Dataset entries
_____

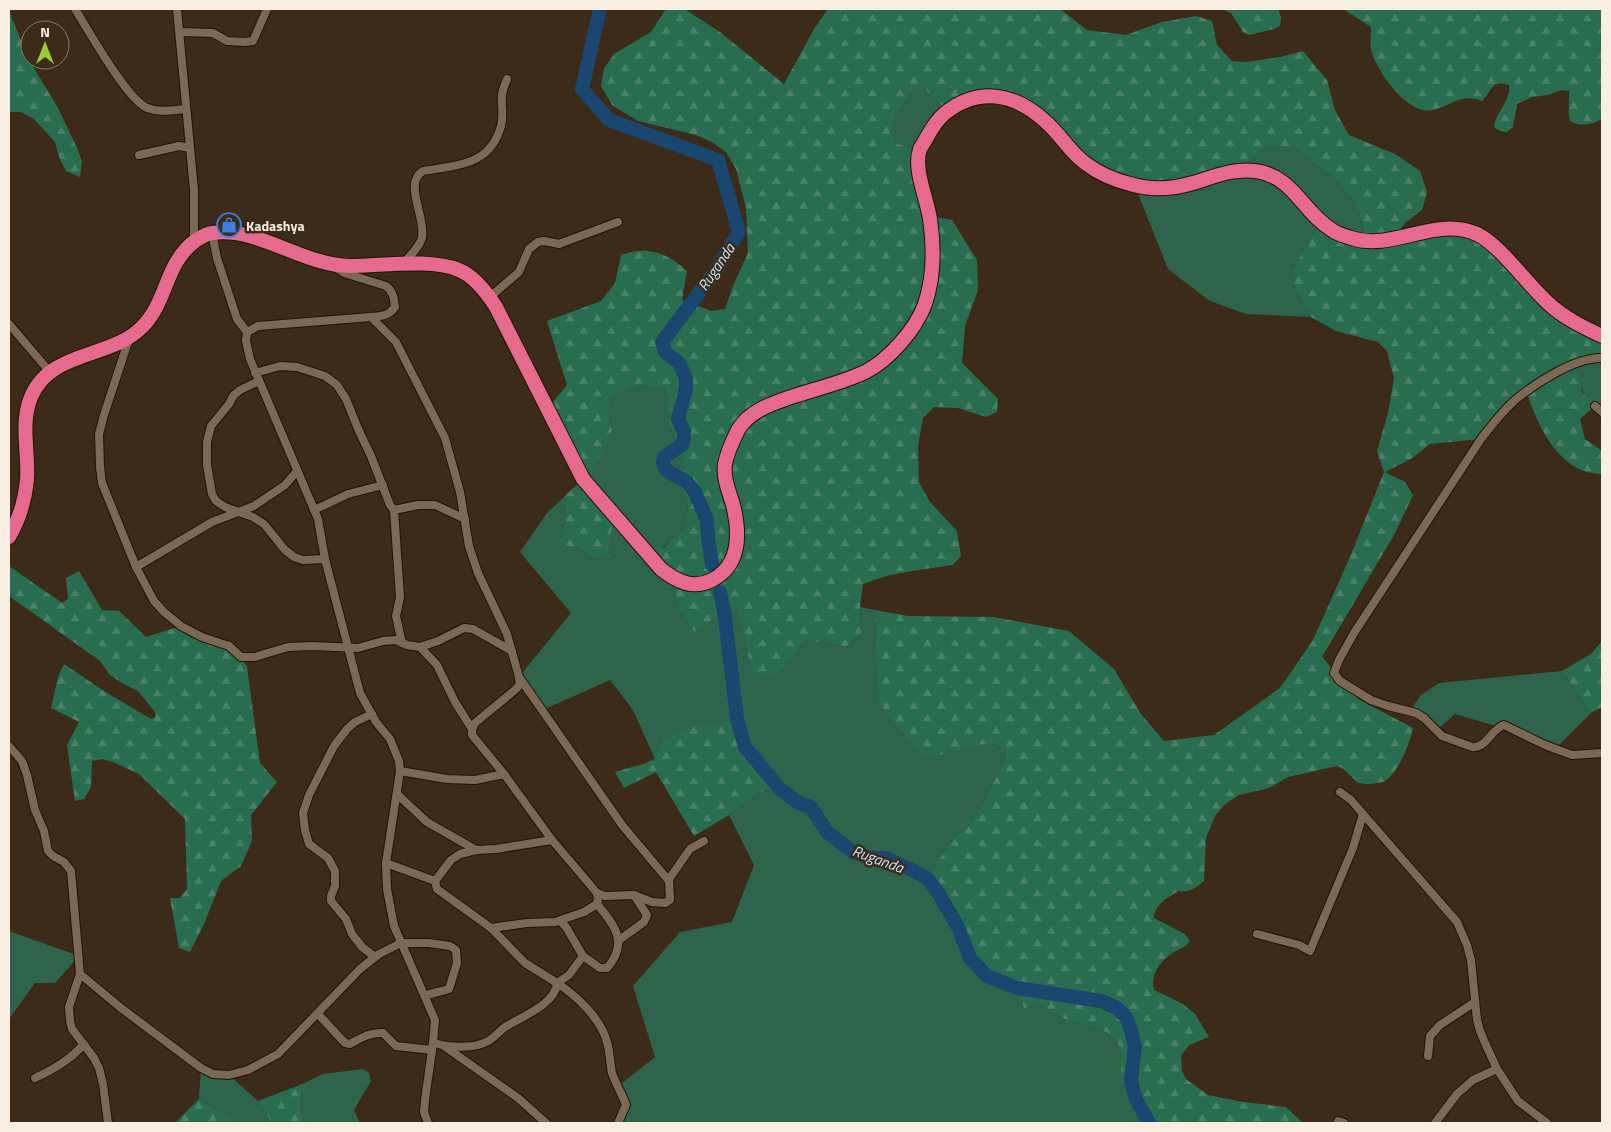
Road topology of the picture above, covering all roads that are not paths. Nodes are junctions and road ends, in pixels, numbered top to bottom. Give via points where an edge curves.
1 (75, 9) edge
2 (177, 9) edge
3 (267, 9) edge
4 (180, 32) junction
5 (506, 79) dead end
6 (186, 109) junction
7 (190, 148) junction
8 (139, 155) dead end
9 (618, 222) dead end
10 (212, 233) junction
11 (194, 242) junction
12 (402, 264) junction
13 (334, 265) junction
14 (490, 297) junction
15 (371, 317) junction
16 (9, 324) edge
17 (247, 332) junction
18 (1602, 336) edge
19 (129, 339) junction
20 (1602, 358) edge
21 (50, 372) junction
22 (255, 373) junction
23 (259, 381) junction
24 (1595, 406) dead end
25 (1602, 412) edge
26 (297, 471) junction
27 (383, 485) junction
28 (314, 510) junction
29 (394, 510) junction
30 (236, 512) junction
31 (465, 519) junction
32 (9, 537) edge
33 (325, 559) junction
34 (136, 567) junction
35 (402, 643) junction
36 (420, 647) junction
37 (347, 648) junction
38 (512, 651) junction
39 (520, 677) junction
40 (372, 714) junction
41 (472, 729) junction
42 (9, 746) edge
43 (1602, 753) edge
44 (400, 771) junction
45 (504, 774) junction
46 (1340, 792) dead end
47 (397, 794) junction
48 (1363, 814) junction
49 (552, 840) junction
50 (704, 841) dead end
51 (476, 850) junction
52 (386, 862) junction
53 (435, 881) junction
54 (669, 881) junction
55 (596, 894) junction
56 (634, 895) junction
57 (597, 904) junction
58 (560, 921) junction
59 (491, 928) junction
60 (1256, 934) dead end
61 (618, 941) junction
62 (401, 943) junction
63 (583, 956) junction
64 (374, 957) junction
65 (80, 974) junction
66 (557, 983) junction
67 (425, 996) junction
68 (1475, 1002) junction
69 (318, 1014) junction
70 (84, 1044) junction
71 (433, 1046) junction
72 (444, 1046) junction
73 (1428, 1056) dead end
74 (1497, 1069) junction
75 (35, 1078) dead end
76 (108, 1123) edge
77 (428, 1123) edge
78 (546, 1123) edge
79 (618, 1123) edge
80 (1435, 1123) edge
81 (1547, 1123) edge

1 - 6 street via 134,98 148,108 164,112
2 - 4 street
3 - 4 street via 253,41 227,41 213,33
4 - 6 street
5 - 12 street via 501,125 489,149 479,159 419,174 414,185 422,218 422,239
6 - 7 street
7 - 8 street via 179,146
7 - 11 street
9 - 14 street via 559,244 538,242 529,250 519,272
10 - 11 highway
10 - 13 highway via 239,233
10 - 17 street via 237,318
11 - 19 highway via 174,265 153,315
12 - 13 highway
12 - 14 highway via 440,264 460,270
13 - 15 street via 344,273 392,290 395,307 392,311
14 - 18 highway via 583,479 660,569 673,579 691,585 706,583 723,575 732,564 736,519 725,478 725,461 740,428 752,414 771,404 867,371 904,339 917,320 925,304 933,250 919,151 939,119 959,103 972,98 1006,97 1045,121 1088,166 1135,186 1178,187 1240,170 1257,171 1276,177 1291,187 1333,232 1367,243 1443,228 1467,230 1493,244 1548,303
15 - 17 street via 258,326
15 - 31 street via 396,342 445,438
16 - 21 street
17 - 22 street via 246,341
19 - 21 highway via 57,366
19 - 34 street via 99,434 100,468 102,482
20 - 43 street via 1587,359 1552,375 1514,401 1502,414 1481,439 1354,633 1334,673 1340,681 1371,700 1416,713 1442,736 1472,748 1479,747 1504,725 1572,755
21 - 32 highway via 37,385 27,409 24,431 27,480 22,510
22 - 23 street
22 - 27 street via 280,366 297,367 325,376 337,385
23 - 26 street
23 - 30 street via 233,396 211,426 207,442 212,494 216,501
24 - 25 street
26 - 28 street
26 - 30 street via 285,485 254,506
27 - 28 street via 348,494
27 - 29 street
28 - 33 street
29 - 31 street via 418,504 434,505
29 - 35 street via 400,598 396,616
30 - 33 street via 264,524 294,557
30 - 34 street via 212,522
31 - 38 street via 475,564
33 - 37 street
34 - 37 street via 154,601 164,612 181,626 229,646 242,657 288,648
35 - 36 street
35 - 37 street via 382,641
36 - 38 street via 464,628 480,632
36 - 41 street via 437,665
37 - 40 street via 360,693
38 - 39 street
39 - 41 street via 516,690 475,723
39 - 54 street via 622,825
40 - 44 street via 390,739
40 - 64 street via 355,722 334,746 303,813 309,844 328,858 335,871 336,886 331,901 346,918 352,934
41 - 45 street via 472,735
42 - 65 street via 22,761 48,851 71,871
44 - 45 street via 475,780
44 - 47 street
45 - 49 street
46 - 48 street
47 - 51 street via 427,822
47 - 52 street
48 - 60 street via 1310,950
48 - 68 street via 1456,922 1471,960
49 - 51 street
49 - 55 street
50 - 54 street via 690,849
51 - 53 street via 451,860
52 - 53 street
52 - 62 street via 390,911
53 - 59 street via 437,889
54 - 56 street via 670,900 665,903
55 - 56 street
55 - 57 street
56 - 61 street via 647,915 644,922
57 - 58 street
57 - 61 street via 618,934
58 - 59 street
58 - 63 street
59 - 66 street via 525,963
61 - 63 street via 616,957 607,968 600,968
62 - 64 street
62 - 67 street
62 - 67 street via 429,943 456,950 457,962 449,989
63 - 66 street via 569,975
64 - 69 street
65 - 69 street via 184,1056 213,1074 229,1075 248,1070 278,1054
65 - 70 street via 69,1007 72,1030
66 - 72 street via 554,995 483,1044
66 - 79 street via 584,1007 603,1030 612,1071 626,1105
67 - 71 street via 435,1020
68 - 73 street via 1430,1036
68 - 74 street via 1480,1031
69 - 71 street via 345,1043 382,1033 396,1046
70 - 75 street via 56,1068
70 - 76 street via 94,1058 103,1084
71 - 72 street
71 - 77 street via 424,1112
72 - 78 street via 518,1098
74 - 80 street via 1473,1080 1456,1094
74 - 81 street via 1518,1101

_____

[Exercise directions] Please copy the entries in full. Leave each image out.

[Written response]
Road topology of the picture above, covering all roads that are not paths. Nodes are junctions and road ends, in pixels, numbered top to bottom. Give via points where an edge curves.
1 (75, 9) edge
2 (177, 9) edge
3 (267, 9) edge
4 (180, 32) junction
5 (506, 79) dead end
6 (186, 109) junction
7 (190, 148) junction
8 (139, 155) dead end
9 (618, 222) dead end
10 (212, 233) junction
11 (194, 242) junction
12 (402, 264) junction
13 (334, 265) junction
14 (490, 297) junction
15 (371, 317) junction
16 (9, 324) edge
17 (247, 332) junction
18 (1602, 336) edge
19 (129, 339) junction
20 (1602, 358) edge
21 (50, 372) junction
22 (255, 373) junction
23 (259, 381) junction
24 (1595, 406) dead end
25 (1602, 412) edge
26 (297, 471) junction
27 (383, 485) junction
28 (314, 510) junction
29 (394, 510) junction
30 (236, 512) junction
31 (465, 519) junction
32 (9, 537) edge
33 (325, 559) junction
34 (136, 567) junction
35 (402, 643) junction
36 (420, 647) junction
37 (347, 648) junction
38 (512, 651) junction
39 (520, 677) junction
40 (372, 714) junction
41 (472, 729) junction
42 (9, 746) edge
43 (1602, 753) edge
44 (400, 771) junction
45 (504, 774) junction
46 (1340, 792) dead end
47 (397, 794) junction
48 (1363, 814) junction
49 (552, 840) junction
50 (704, 841) dead end
51 (476, 850) junction
52 (386, 862) junction
53 (435, 881) junction
54 (669, 881) junction
55 (596, 894) junction
56 (634, 895) junction
57 (597, 904) junction
58 (560, 921) junction
59 (491, 928) junction
60 (1256, 934) dead end
61 (618, 941) junction
62 (401, 943) junction
63 (583, 956) junction
64 (374, 957) junction
65 (80, 974) junction
66 (557, 983) junction
67 (425, 996) junction
68 (1475, 1002) junction
69 (318, 1014) junction
70 (84, 1044) junction
71 (433, 1046) junction
72 (444, 1046) junction
73 (1428, 1056) dead end
74 (1497, 1069) junction
75 (35, 1078) dead end
76 (108, 1123) edge
77 (428, 1123) edge
78 (546, 1123) edge
79 (618, 1123) edge
80 (1435, 1123) edge
81 (1547, 1123) edge

1 - 6 street via 134,98 148,108 164,112
2 - 4 street
3 - 4 street via 253,41 227,41 213,33
4 - 6 street
5 - 12 street via 501,125 489,149 479,159 419,174 414,185 422,218 422,239
6 - 7 street
7 - 8 street via 179,146
7 - 11 street
9 - 14 street via 559,244 538,242 529,250 519,272
10 - 11 highway
10 - 13 highway via 239,233
10 - 17 street via 237,318
11 - 19 highway via 174,265 153,315
12 - 13 highway
12 - 14 highway via 440,264 460,270
13 - 15 street via 344,273 392,290 395,307 392,311
14 - 18 highway via 583,479 660,569 673,579 691,585 706,583 723,575 732,564 736,519 725,478 725,461 740,428 752,414 771,404 867,371 904,339 917,320 925,304 933,250 919,151 939,119 959,103 972,98 1006,97 1045,121 1088,166 1135,186 1178,187 1240,170 1257,171 1276,177 1291,187 1333,232 1367,243 1443,228 1467,230 1493,244 1548,303
15 - 17 street via 258,326
15 - 31 street via 396,342 445,438
16 - 21 street
17 - 22 street via 246,341
19 - 21 highway via 57,366
19 - 34 street via 99,434 100,468 102,482
20 - 43 street via 1587,359 1552,375 1514,401 1502,414 1481,439 1354,633 1334,673 1340,681 1371,700 1416,713 1442,736 1472,748 1479,747 1504,725 1572,755
21 - 32 highway via 37,385 27,409 24,431 27,480 22,510
22 - 23 street
22 - 27 street via 280,366 297,367 325,376 337,385
23 - 26 street
23 - 30 street via 233,396 211,426 207,442 212,494 216,501
24 - 25 street
26 - 28 street
26 - 30 street via 285,485 254,506
27 - 28 street via 348,494
27 - 29 street
28 - 33 street
29 - 31 street via 418,504 434,505
29 - 35 street via 400,598 396,616
30 - 33 street via 264,524 294,557
30 - 34 street via 212,522
31 - 38 street via 475,564
33 - 37 street
34 - 37 street via 154,601 164,612 181,626 229,646 242,657 288,648
35 - 36 street
35 - 37 street via 382,641
36 - 38 street via 464,628 480,632
36 - 41 street via 437,665
37 - 40 street via 360,693
38 - 39 street
39 - 41 street via 516,690 475,723
39 - 54 street via 622,825
40 - 44 street via 390,739
40 - 64 street via 355,722 334,746 303,813 309,844 328,858 335,871 336,886 331,901 346,918 352,934
41 - 45 street via 472,735
42 - 65 street via 22,761 48,851 71,871
44 - 45 street via 475,780
44 - 47 street
45 - 49 street
46 - 48 street
47 - 51 street via 427,822
47 - 52 street
48 - 60 street via 1310,950
48 - 68 street via 1456,922 1471,960
49 - 51 street
49 - 55 street
50 - 54 street via 690,849
51 - 53 street via 451,860
52 - 53 street
52 - 62 street via 390,911
53 - 59 street via 437,889
54 - 56 street via 670,900 665,903
55 - 56 street
55 - 57 street
56 - 61 street via 647,915 644,922
57 - 58 street
57 - 61 street via 618,934
58 - 59 street
58 - 63 street
59 - 66 street via 525,963
61 - 63 street via 616,957 607,968 600,968
62 - 64 street
62 - 67 street
62 - 67 street via 429,943 456,950 457,962 449,989
63 - 66 street via 569,975
64 - 69 street
65 - 69 street via 184,1056 213,1074 229,1075 248,1070 278,1054
65 - 70 street via 69,1007 72,1030
66 - 72 street via 554,995 483,1044
66 - 79 street via 584,1007 603,1030 612,1071 626,1105
67 - 71 street via 435,1020
68 - 73 street via 1430,1036
68 - 74 street via 1480,1031
69 - 71 street via 345,1043 382,1033 396,1046
70 - 75 street via 56,1068
70 - 76 street via 94,1058 103,1084
71 - 72 street
71 - 77 street via 424,1112
72 - 78 street via 518,1098
74 - 80 street via 1473,1080 1456,1094
74 - 81 street via 1518,1101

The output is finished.